### [ACTION ITEM]
From the entries that follow, list every line in which the string "hand" appears.

:: INFORMATION SUPPLIED

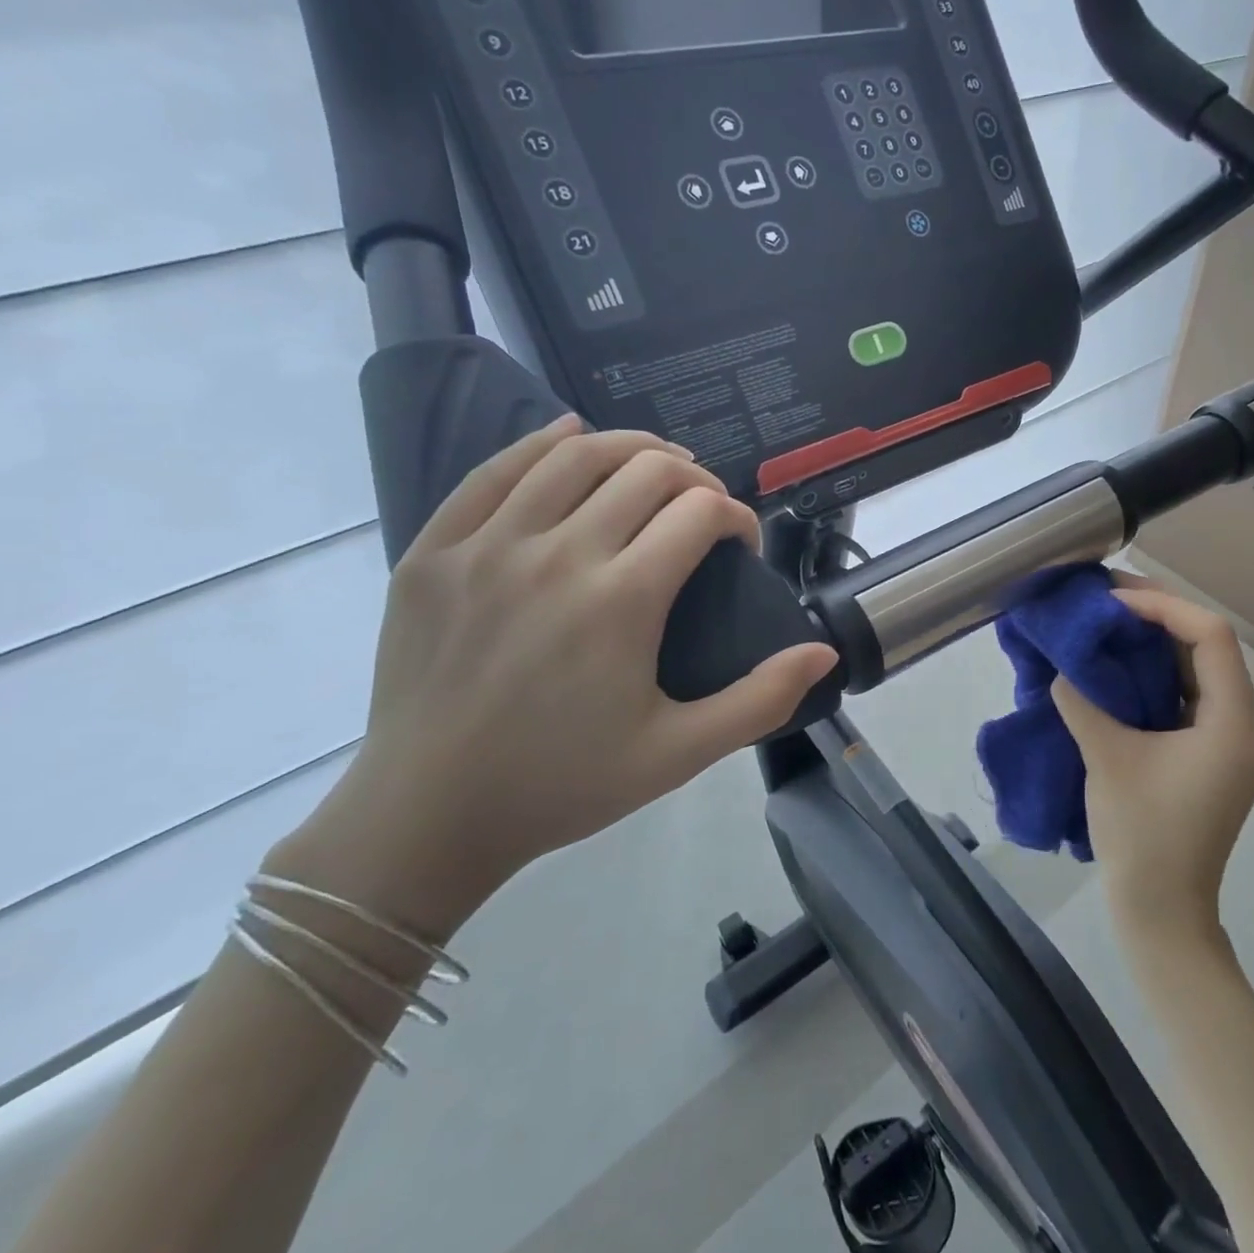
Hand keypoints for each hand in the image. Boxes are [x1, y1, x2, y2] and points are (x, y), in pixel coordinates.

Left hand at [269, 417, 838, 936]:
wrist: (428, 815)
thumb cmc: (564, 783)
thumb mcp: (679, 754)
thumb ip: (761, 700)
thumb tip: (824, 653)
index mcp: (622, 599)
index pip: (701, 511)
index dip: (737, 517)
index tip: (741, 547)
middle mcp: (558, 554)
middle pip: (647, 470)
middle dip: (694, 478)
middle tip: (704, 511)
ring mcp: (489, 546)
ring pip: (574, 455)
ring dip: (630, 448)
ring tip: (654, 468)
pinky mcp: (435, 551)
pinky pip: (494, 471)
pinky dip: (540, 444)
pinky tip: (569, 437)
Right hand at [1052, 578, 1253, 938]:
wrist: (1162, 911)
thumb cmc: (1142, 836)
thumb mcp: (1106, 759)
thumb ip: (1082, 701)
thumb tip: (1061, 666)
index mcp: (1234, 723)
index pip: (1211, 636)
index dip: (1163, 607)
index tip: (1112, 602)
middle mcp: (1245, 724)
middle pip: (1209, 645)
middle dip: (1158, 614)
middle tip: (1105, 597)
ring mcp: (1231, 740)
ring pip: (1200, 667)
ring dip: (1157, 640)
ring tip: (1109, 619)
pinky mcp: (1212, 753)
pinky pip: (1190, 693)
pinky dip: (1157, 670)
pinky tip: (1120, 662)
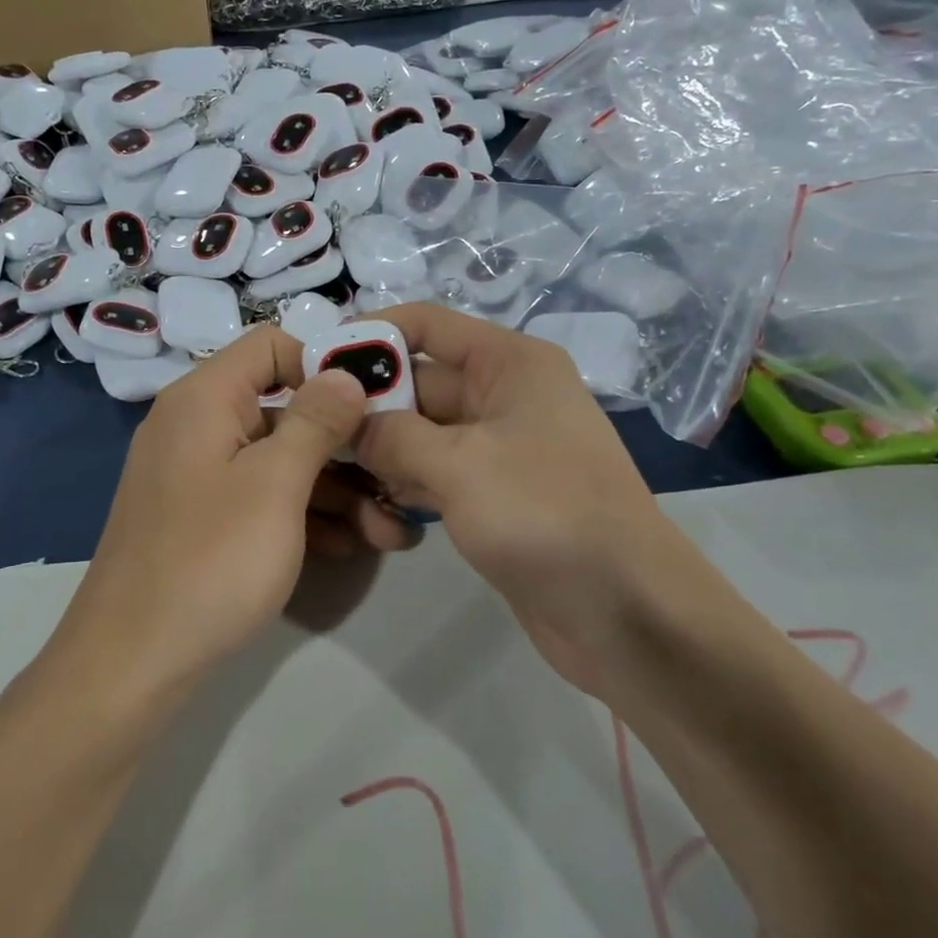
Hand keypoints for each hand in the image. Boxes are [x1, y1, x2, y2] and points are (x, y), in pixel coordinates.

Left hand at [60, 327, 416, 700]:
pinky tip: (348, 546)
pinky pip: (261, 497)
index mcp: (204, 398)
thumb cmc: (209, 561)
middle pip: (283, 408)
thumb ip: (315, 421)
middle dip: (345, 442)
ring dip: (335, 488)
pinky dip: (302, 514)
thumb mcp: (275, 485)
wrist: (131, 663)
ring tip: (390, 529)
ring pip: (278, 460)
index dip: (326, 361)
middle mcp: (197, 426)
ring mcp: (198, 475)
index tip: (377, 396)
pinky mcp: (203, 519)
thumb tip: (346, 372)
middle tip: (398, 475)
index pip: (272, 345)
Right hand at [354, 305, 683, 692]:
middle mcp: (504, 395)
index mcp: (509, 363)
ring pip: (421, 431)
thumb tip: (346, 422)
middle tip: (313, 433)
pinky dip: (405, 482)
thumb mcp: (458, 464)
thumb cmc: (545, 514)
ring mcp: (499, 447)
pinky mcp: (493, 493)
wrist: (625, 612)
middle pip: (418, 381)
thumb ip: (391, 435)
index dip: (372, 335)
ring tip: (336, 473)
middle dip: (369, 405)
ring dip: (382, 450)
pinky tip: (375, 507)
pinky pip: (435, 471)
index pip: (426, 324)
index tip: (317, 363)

::::
:: INFORMATION SUPPLIED

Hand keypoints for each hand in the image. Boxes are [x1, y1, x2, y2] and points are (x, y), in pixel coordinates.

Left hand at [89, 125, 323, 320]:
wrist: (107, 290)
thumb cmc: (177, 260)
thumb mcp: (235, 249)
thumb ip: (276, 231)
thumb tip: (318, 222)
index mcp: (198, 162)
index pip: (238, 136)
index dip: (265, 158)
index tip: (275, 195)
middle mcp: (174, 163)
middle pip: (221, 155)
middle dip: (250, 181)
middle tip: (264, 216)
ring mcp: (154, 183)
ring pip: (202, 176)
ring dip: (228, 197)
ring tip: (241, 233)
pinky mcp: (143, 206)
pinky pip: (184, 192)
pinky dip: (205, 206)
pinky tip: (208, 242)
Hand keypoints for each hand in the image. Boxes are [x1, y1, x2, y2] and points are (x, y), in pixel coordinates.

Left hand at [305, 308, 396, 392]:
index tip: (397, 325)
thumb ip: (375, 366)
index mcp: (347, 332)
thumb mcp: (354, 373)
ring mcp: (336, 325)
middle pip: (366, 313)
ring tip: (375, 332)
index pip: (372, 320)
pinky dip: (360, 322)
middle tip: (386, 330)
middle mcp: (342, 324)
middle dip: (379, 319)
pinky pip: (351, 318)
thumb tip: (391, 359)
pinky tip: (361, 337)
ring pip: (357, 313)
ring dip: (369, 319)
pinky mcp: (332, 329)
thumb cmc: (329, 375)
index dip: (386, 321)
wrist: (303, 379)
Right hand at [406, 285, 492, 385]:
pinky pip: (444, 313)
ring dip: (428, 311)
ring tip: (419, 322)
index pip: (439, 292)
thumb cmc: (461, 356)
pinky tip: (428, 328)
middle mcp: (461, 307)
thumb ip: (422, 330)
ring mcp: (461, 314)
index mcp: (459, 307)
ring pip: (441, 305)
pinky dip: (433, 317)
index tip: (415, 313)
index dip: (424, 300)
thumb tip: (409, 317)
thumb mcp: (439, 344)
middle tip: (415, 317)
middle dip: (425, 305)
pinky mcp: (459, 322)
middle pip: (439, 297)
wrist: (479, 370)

::::

### [WRITTEN ANSWER]
Hand keypoints for each hand in the image. Boxes are [x1, y1, x2, y2] and points are (x, y), in pixel coordinates.
Left hand at [269, 417, 838, 936]:
Right hand at [1052, 578, 1253, 938]:
Hand keypoints for each hand in the image. Boxes are [x1, y1, x2, y2] and points are (x, y), in pixel coordinates.
Left hand at [60, 327, 416, 700]:
Right hand at [354, 305, 683, 692]:
Hand keypoints for each hand in the image. Boxes are [x1, y1, x2, y2] and points are (x, y), in pixel coordinates.
Left hand at [89, 125, 323, 320]:
Hand keypoints for each hand in the image. Boxes are [x1, y1, x2, y2] and points are (x, y), in pixel coordinates.
Left hand at [305, 308, 396, 392]:
Right hand at [406, 285, 492, 385]:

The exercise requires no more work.